TASK DESCRIPTION: Once the line containing "cairo_save(cr);" has been printed, stop; print every line before it exactly, starting at the top of the material below.

DATA:
▼

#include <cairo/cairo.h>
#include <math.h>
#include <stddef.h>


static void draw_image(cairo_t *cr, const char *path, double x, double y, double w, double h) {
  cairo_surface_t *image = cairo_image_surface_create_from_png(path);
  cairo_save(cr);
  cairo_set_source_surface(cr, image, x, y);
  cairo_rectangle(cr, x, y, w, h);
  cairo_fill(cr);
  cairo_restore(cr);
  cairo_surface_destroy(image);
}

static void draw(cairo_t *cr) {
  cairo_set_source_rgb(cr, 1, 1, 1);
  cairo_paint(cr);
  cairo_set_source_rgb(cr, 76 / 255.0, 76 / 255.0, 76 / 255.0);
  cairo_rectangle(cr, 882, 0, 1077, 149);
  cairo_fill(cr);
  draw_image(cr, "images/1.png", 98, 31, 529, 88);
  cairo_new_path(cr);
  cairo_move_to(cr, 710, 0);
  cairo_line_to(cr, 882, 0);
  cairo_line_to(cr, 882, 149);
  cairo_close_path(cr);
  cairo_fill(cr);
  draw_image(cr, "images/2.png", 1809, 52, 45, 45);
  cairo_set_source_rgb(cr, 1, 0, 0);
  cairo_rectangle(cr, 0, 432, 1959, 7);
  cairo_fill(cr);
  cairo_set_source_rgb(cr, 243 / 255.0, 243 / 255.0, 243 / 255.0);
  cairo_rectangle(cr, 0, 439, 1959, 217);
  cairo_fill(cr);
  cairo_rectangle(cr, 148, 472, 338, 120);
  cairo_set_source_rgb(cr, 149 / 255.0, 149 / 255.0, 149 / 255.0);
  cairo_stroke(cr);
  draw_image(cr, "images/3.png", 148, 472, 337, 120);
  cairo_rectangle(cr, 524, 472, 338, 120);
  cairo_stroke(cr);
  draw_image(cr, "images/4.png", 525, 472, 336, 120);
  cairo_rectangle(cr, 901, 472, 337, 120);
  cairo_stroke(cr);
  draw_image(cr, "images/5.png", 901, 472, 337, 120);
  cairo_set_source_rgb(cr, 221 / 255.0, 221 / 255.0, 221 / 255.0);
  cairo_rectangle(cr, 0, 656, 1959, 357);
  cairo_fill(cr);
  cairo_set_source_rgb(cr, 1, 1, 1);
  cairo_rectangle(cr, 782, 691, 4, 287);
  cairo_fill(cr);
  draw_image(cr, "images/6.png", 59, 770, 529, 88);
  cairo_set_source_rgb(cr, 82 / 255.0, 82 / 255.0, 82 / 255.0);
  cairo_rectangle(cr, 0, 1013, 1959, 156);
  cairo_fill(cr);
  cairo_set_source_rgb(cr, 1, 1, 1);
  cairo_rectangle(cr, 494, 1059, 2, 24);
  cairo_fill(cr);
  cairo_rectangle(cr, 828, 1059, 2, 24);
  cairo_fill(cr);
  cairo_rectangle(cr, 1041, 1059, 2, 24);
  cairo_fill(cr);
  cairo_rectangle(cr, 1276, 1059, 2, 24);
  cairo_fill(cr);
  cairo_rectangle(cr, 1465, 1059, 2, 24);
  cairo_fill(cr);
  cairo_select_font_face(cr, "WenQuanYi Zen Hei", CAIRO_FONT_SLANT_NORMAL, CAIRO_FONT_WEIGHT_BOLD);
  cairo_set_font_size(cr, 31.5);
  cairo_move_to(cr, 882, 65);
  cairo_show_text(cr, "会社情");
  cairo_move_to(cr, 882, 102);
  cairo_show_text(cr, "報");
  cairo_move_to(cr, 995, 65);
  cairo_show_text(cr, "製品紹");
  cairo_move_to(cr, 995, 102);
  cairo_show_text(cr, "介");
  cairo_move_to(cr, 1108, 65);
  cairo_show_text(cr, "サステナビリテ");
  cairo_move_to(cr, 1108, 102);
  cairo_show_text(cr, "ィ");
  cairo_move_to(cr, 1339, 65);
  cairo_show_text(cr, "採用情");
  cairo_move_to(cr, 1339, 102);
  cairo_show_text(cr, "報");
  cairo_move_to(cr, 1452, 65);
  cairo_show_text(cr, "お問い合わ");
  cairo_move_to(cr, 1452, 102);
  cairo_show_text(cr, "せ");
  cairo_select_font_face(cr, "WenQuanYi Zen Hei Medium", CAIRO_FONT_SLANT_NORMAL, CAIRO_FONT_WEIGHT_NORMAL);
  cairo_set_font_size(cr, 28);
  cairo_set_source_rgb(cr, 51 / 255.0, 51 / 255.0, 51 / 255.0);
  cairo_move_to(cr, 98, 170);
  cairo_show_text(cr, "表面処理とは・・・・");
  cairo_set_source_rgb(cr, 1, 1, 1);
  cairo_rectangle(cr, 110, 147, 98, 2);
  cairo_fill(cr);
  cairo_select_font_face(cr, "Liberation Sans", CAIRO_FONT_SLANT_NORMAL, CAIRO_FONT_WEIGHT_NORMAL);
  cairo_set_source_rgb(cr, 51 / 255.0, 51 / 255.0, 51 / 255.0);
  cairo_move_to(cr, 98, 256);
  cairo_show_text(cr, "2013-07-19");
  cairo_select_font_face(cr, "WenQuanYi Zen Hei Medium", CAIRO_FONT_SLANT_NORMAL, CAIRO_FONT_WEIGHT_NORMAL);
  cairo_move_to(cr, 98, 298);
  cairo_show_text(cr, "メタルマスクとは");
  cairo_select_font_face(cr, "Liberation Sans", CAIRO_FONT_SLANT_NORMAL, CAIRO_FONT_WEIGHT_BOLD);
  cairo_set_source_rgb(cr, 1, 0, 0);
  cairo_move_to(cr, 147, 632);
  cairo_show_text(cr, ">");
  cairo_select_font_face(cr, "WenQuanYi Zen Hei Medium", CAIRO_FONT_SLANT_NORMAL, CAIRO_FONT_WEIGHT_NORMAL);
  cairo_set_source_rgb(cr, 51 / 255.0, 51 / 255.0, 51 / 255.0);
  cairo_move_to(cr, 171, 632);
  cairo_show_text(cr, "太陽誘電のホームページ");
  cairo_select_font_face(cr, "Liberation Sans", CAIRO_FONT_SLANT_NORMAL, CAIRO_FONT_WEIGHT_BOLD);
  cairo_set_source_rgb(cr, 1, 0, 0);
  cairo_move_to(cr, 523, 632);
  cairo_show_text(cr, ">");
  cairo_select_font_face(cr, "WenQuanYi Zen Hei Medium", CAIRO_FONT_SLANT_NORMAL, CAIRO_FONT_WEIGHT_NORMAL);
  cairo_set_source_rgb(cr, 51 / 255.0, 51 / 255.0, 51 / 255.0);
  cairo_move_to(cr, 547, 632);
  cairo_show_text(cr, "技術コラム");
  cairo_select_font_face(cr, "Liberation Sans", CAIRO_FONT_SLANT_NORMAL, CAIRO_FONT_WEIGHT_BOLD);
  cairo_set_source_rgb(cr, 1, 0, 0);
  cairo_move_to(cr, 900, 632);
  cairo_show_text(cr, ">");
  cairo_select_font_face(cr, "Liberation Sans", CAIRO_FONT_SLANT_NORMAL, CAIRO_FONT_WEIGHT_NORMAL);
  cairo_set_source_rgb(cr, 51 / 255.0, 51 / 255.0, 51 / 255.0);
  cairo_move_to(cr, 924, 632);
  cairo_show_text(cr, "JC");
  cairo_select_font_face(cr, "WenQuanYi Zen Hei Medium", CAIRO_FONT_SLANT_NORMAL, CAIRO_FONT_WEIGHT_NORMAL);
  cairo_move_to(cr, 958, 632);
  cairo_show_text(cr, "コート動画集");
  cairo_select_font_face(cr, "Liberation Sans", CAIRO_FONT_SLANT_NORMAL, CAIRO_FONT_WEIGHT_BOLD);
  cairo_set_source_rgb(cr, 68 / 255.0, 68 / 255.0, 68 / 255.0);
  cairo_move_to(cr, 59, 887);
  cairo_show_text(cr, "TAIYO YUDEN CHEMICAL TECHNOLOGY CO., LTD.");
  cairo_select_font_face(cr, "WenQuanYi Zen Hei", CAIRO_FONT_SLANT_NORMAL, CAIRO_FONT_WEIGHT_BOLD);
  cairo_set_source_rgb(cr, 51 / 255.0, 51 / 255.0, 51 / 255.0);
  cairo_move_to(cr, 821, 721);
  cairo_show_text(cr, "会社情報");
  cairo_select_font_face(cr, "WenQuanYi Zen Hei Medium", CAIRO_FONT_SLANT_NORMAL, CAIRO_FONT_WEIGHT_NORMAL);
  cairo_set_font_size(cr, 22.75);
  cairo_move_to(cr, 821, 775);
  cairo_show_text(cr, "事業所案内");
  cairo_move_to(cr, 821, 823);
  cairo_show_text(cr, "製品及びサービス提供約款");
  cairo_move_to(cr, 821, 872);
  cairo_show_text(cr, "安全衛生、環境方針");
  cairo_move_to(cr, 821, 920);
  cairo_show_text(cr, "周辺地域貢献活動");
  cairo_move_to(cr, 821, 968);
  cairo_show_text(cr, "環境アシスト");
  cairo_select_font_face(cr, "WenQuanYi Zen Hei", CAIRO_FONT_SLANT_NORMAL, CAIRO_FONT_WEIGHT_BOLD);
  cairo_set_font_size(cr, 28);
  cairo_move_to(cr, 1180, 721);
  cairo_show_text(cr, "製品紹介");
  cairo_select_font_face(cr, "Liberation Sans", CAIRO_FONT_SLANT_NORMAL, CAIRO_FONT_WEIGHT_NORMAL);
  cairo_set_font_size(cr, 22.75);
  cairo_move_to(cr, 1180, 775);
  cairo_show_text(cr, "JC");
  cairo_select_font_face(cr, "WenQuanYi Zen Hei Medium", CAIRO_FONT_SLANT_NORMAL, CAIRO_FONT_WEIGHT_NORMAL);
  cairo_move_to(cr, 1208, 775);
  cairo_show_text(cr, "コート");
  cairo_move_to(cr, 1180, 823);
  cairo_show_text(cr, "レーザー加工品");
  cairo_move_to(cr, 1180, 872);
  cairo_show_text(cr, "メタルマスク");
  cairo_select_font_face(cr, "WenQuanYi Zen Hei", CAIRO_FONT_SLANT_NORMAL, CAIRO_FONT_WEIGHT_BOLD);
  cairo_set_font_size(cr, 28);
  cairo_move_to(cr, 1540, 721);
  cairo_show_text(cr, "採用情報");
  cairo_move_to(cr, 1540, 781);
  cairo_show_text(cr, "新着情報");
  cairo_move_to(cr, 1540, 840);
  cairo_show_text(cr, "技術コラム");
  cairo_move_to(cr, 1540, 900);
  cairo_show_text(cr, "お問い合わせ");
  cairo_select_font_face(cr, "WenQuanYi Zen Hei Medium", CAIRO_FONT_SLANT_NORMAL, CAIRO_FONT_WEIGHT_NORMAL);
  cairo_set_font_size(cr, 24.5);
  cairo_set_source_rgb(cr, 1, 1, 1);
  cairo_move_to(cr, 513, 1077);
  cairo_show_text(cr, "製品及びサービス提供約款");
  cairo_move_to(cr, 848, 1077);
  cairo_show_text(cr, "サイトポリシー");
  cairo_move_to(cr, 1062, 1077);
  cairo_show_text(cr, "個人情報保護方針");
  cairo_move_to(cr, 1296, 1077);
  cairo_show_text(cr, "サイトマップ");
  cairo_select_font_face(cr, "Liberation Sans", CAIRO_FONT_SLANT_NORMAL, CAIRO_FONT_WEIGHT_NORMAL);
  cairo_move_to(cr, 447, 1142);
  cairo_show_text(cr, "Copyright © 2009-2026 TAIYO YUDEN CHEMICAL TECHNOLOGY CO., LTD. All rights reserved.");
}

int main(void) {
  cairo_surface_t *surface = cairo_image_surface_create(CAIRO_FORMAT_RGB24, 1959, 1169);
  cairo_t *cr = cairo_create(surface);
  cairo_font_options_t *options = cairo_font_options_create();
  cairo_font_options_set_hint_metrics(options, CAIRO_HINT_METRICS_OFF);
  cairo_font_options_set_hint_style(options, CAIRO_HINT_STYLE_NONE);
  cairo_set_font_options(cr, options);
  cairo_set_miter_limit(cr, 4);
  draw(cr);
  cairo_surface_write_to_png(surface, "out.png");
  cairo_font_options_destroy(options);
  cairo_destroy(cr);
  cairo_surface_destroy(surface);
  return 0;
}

▲

TASK SOLUTION:
#include <cairo/cairo.h>
#include <math.h>
#include <stddef.h>


static void draw_image(cairo_t *cr, const char *path, double x, double y, double w, double h) {
  cairo_surface_t *image = cairo_image_surface_create_from_png(path);
  cairo_save(cr);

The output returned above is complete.